The liability of the surety company to the claimant did not become absolute and direct when, after it had supplied the materials to the original contractor, their price became due, or when the contract between the original contractor and the United States was completed and finally settled. It remained qualified and conditional. Its certainty or absoluteness depended upon the possibility that, by means of the only method provided or permitted by the statute and not then instituted, the validity and enforceability of the claim be adjudicated. A judgment for it in an action prescribed by and conducted in accordance with the requirements of the statute could alone render it complete and absolute. The means of enforcement define both the right of the claimant and the liability of the surety which it was the intention of Congress to create.

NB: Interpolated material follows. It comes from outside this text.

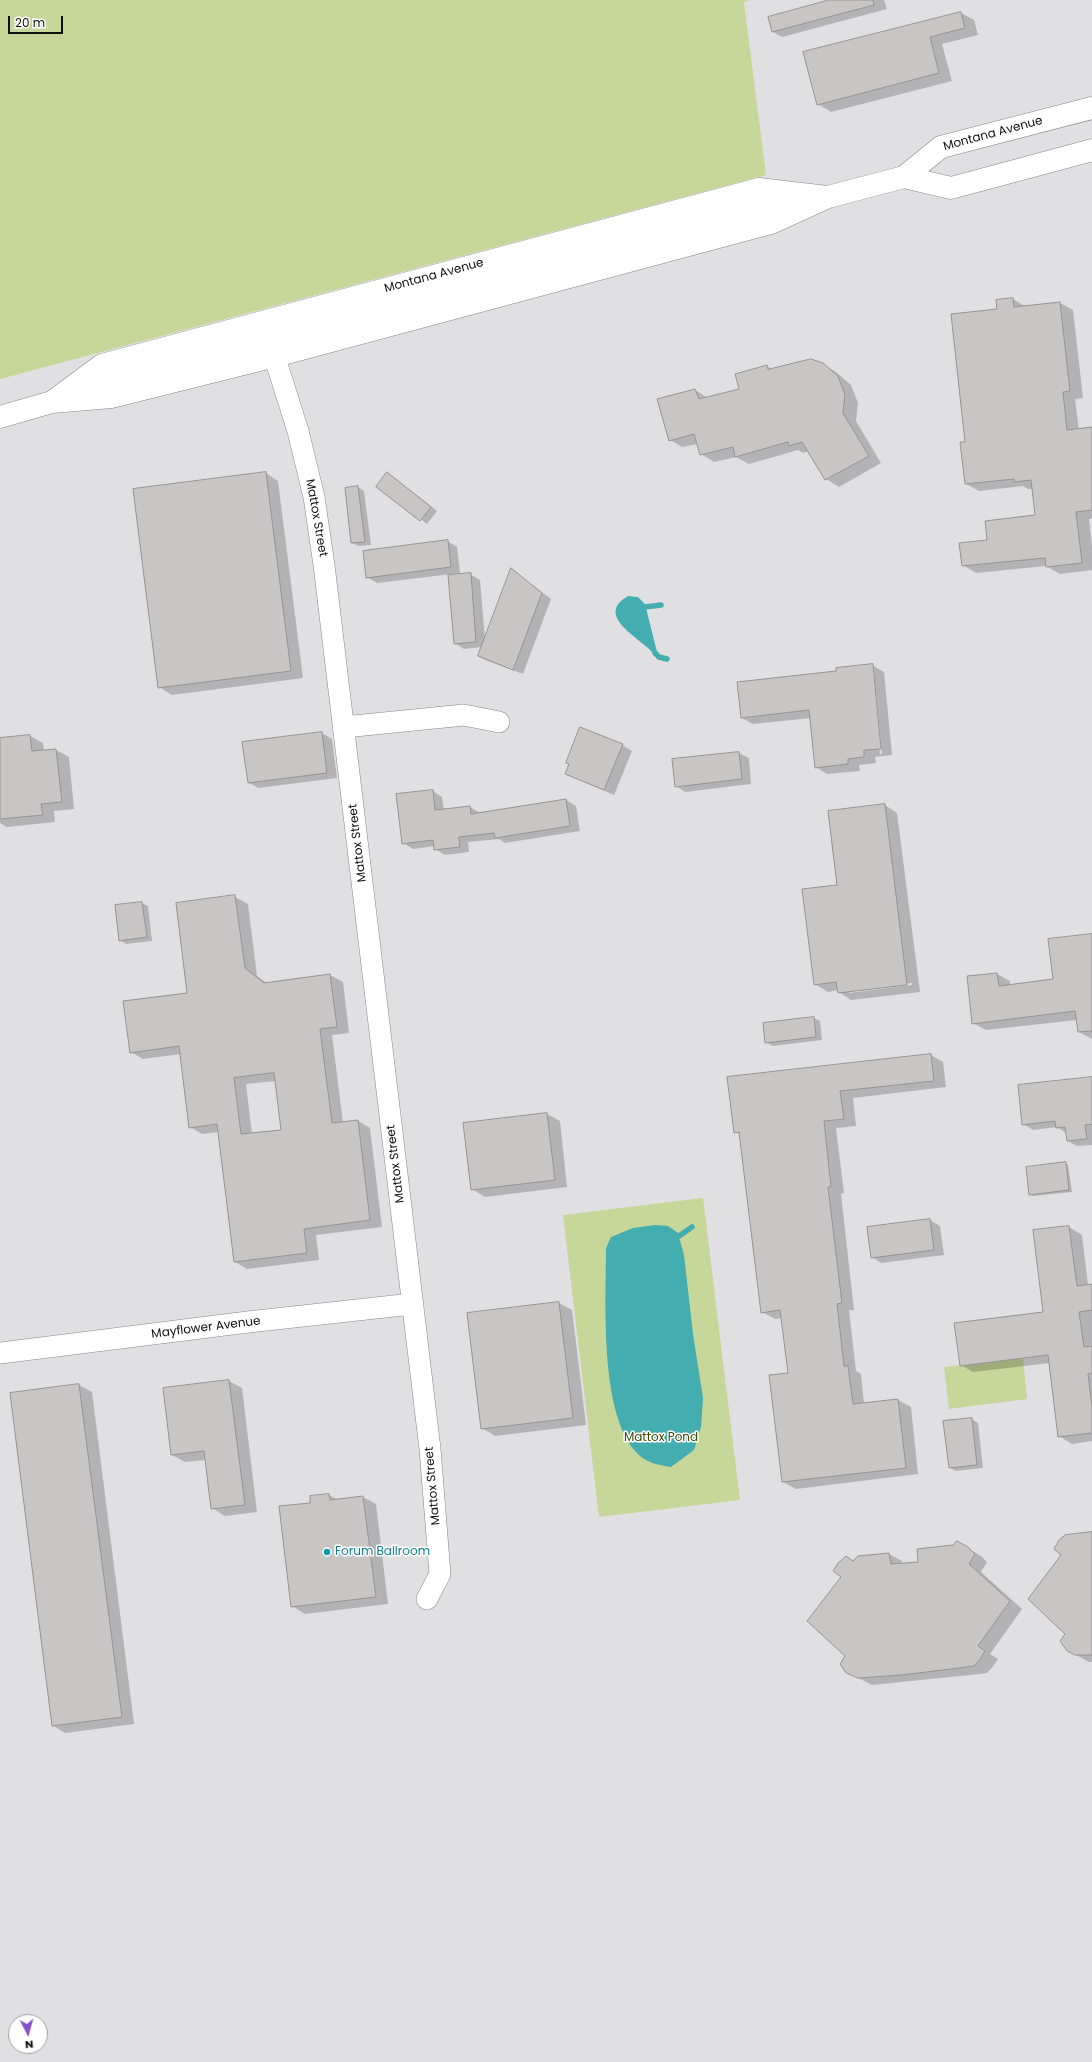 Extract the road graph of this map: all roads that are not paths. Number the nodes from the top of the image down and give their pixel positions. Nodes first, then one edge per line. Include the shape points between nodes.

It is unnecessary to consider whether or not the presentation of the claim to the receiver and the subsequent proceeding is a suit or action brought by the claimant. We are not required to pass beyond the fact that the claimant has no right of action and the surety company no liability cognizable in this action or proceeding. Whatever right of action was in the claimant or liability on the part of the surety was conditioned upon the use of the statutory remedy. Divorced from that remedy the right and the liability are non-existent. The claimant should have conformed with the provisions of the statute and obtained in the statutory action and presented to the receiver a judgment establishing the validity and amount of his claim. His claim as presented was conditional and not absolute, and its allowance was error. (People v. Metropolitan Surety Co., 205 N.Y. 135.) *Page 118 
For the reason stated the order of the Appellate Division should be affirmed, with costs. The first question should be answered in the negative and the second question remain unanswered.